Error of the Stackoverflow Tokernizer example
WilliamYi96 opened this issue · comments
Kai Yi commented
TensorFlow version: 2.5.3
fedjax version: 0.0.16
jax version: 0.4.8
When I follow the docs (https://fedjax.readthedocs.io/en/latest/fedjax.datasets.html#fedjax.datasets.stackoverflow.load_data) to process the Stackoverflow dataset by using
from fedjax.datasets import stackoverflow
# Load partially preprocessed splits.
train, held_out, test = stackoverflow.load_data(cache_dir='../data')
# Apply tokenizer during batching.
Tokenizer = stackoverflow.StackoverflowTokenizer()
train_max_length, eval_max_length = 20, 30
train_for_train = train.preprocess_batch(
tokenizer.as_preprocess_batch(train_max_length))
train_for_eval = train.preprocess_batch(
tokenizer.as_preprocess_batch(eval_max_length))
It has the following error:
2023-05-06 23:46:33.460149: W tensorflow/core/platform/cloud/google_auth_provider.cc:184] All attempts to get a Google authentication bearer token failed, returning an empty token. Retrieving token from files failed with "Not found: Could not locate the credentials file.". Retrieving token from GCE failed with "Failed precondition: Error executing an HTTP request: libcurl code 6 meaning 'Couldn't resolve host name', error details: Could not resolve host: metadata".
Traceback (most recent call last):
File "test.py", line 26, in <module>
tokenizer = stackoverflow.StackoverflowTokenizer()

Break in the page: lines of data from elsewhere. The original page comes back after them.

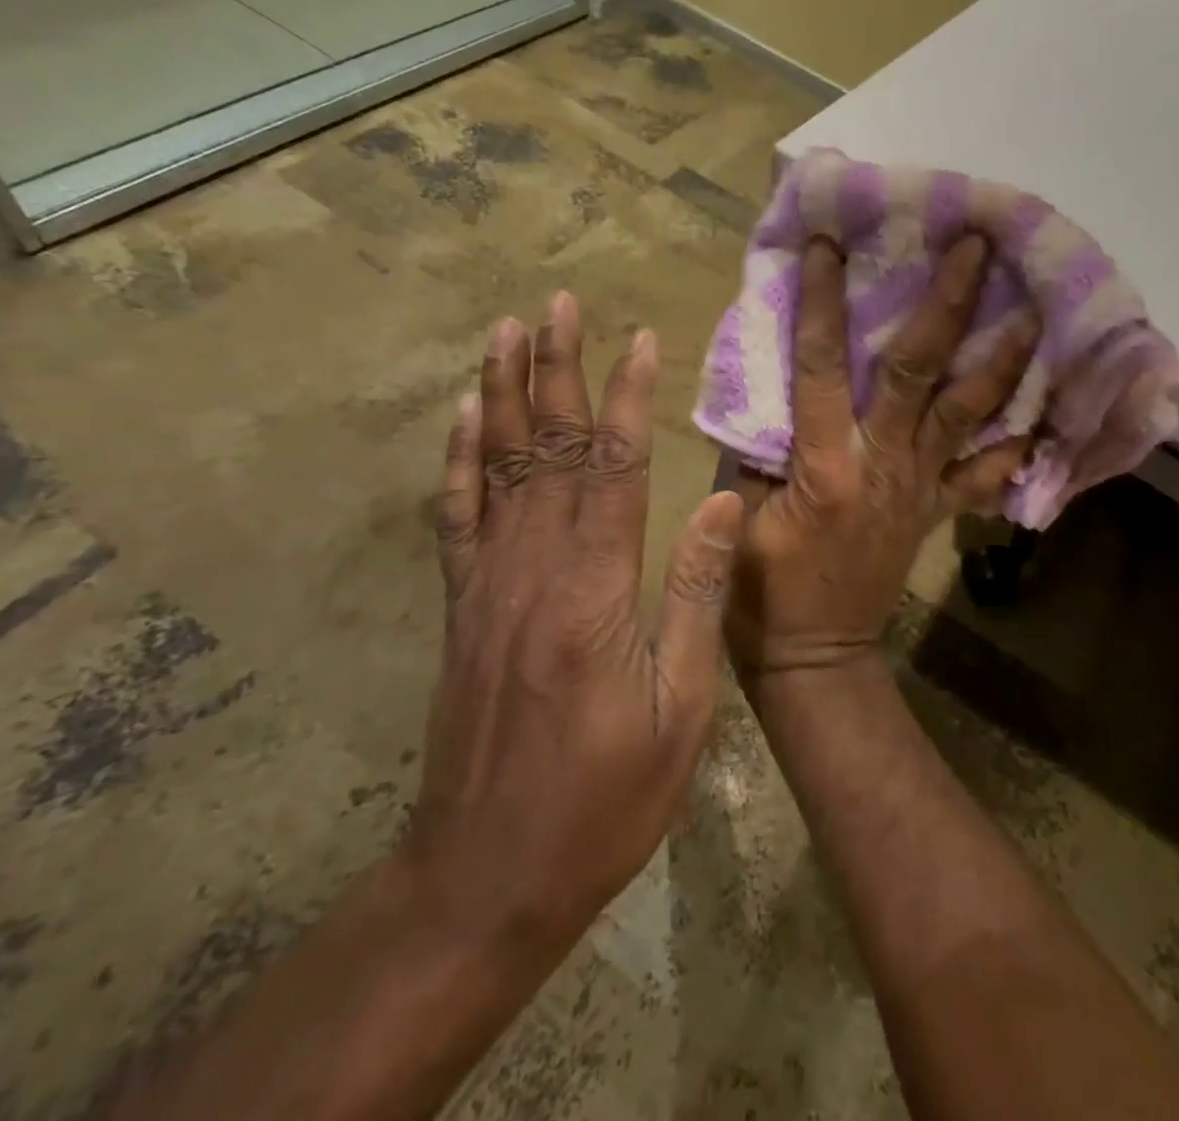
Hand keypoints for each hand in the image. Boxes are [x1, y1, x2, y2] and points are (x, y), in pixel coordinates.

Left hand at [404, 294, 744, 964]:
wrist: (487, 876)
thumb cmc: (605, 799)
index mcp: (595, 590)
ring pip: (496, 467)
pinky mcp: (463, 607)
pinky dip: (458, 459)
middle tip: (557, 303)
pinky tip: (463, 418)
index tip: (641, 339)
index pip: (614, 467)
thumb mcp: (681, 708)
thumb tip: (722, 503)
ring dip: (502, 393)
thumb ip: (698, 596)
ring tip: (505, 332)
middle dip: (557, 369)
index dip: (627, 397)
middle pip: (548, 448)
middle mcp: (533, 569)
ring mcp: (488, 584)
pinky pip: (457, 516)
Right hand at [727, 235, 1036, 676]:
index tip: (831, 243)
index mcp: (825, 464)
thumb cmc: (762, 590)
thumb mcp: (736, 514)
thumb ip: (753, 445)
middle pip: (920, 373)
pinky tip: (1048, 411)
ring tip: (1033, 309)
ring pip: (968, 413)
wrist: (817, 656)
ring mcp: (919, 487)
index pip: (823, 366)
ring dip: (1002, 359)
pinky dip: (1016, 445)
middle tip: (977, 246)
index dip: (825, 302)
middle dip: (948, 304)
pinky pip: (984, 474)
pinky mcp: (936, 510)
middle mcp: (884, 465)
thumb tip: (768, 382)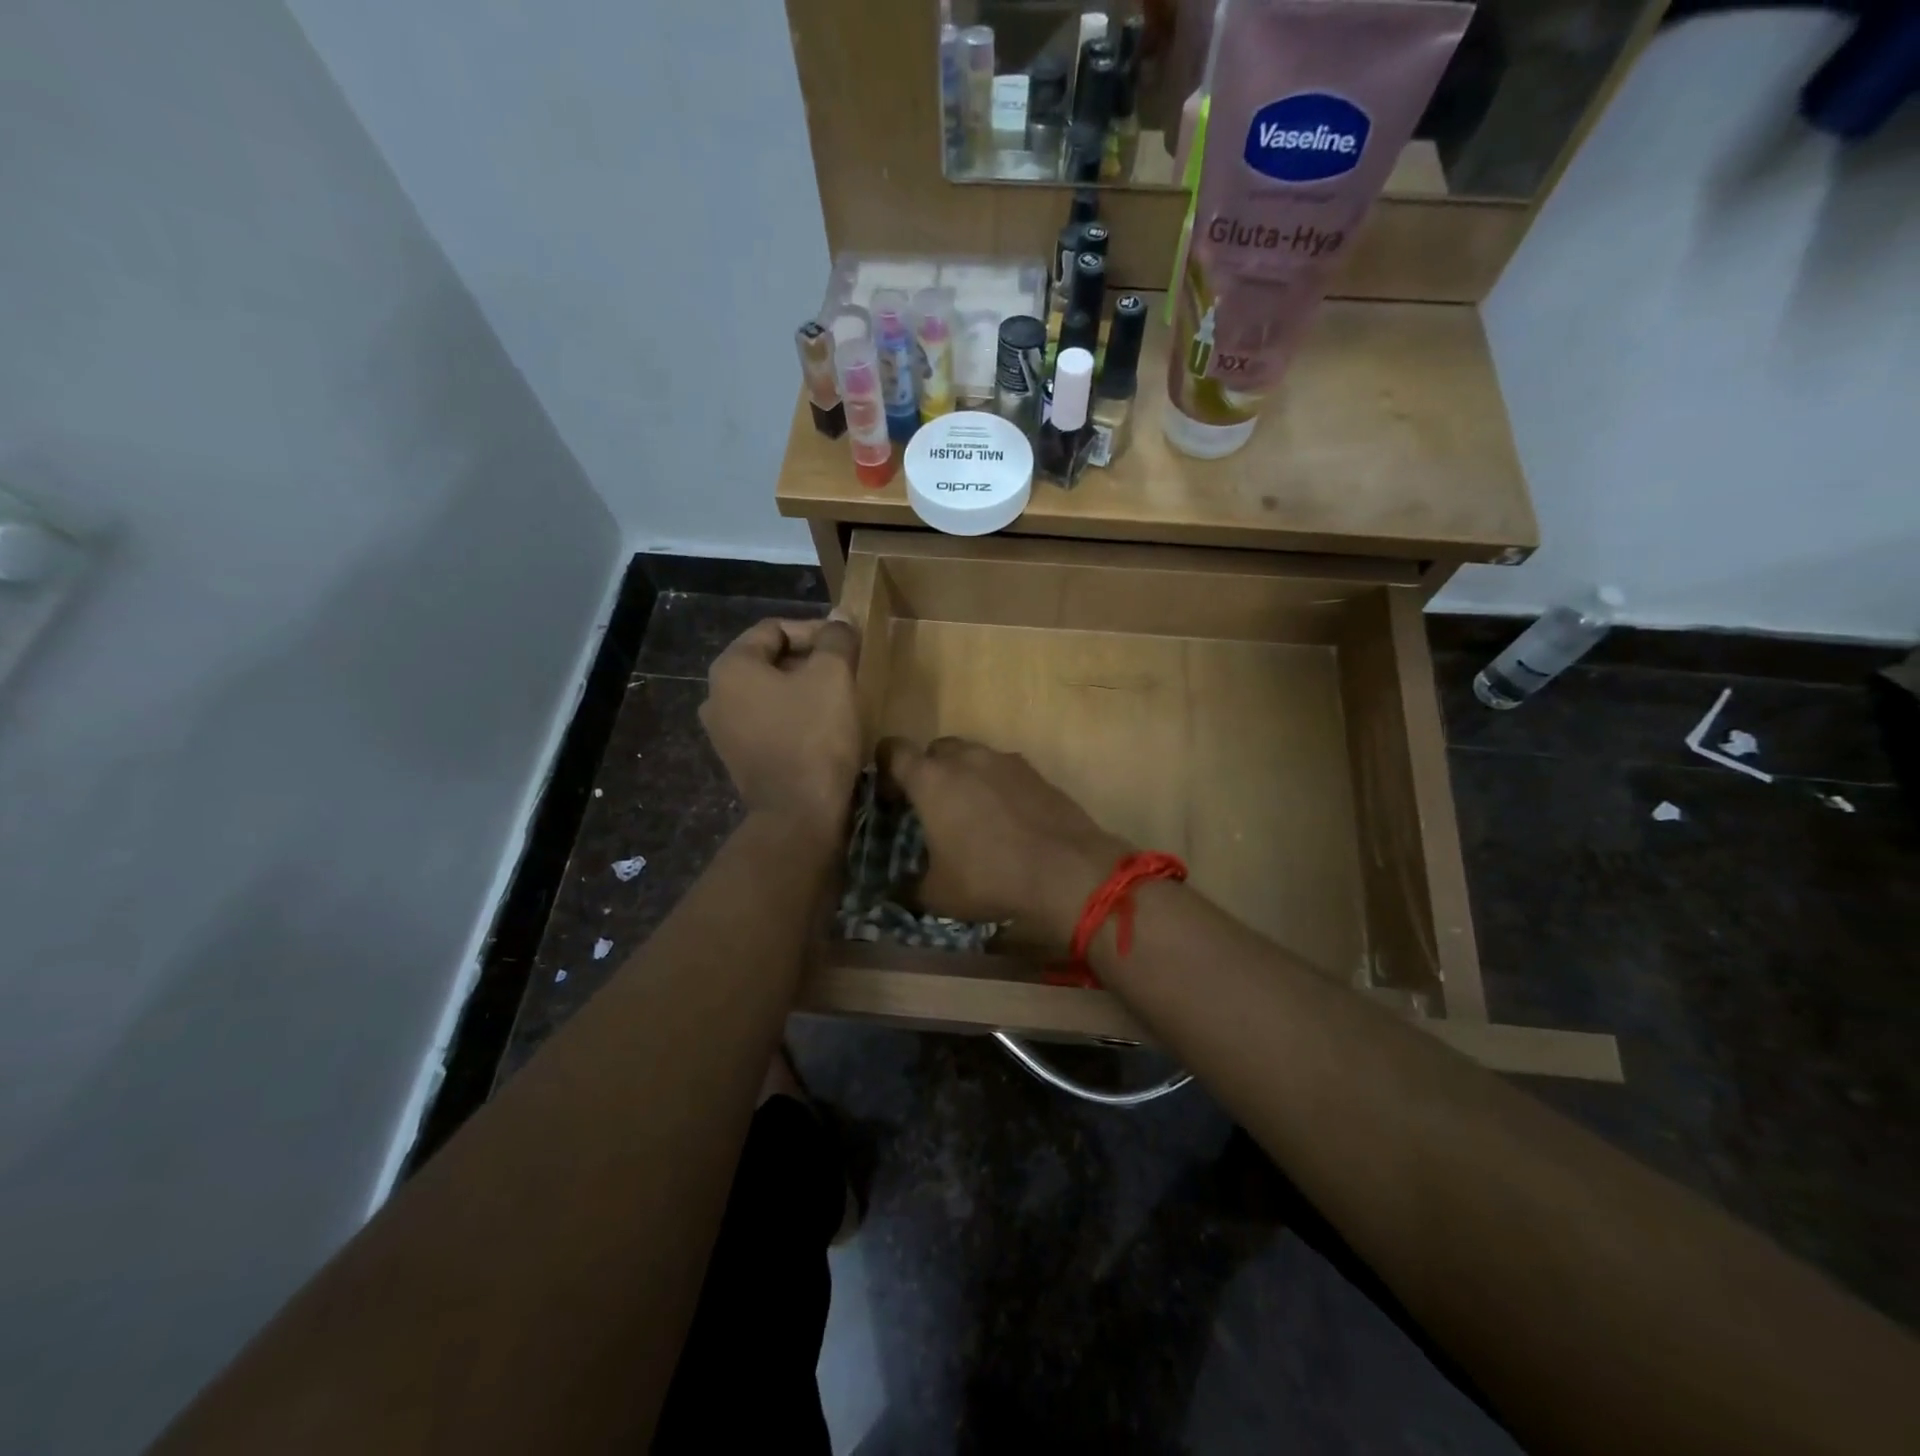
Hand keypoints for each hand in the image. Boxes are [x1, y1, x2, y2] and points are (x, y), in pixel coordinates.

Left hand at [701, 617, 860, 840]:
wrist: (799, 814)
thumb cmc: (814, 736)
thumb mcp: (833, 676)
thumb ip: (836, 639)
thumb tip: (839, 616)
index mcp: (731, 668)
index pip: (775, 629)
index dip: (816, 630)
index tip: (848, 644)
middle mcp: (716, 696)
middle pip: (770, 661)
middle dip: (811, 660)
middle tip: (847, 669)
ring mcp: (724, 732)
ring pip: (771, 694)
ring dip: (805, 690)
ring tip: (840, 697)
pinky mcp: (741, 759)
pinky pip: (770, 723)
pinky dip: (795, 717)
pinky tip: (824, 728)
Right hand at [880, 737, 1129, 949]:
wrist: (1066, 871)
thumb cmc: (989, 878)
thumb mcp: (937, 895)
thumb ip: (909, 888)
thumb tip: (897, 892)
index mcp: (931, 779)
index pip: (893, 751)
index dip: (885, 769)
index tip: (890, 798)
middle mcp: (966, 758)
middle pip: (936, 750)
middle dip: (929, 772)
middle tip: (931, 809)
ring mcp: (1004, 761)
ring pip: (973, 757)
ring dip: (965, 777)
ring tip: (971, 816)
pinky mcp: (1035, 772)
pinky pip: (1004, 771)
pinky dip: (997, 787)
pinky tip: (1006, 820)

File "/home/yik/anaconda2/envs/fl/lib/python3.8/site-packages/fedjax/datasets/stackoverflow.py", line 185, in __init__
self._table = tf.lookup.StaticVocabularyTable(
File "/home/yik/anaconda2/envs/fl/lib/python3.8/site-packages/tensorflow/python/ops/lookup_ops.py", line 1255, in __init__
raise TypeError("Invalid key dtype, expected one of %s, but got %s." %
TypeError: Invalid key dtype, expected one of (tf.int64, tf.string), but got <dtype: 'float32'>.
Exception ignored in: <function CapturableResource.__del__ at 0x2b2156f4c040>
Traceback (most recent call last):
File "/home/yik/anaconda2/envs/fl/lib/python3.8/site-packages/tensorflow/python/training/tracking/tracking.py", line 269, in __del__
with self._destruction_context():
AttributeError: 'StaticVocabularyTable' object has no attribute '_destruction_context'
Could you please help fix this?
Wu, Ke commented
Sorry for the late response. Somehow the email notification slipped through all team members' inboxes.
I cannot reproduce the problem on TensorFlow 2.5.3 installed from pip. Could you tell us how you installed the packages?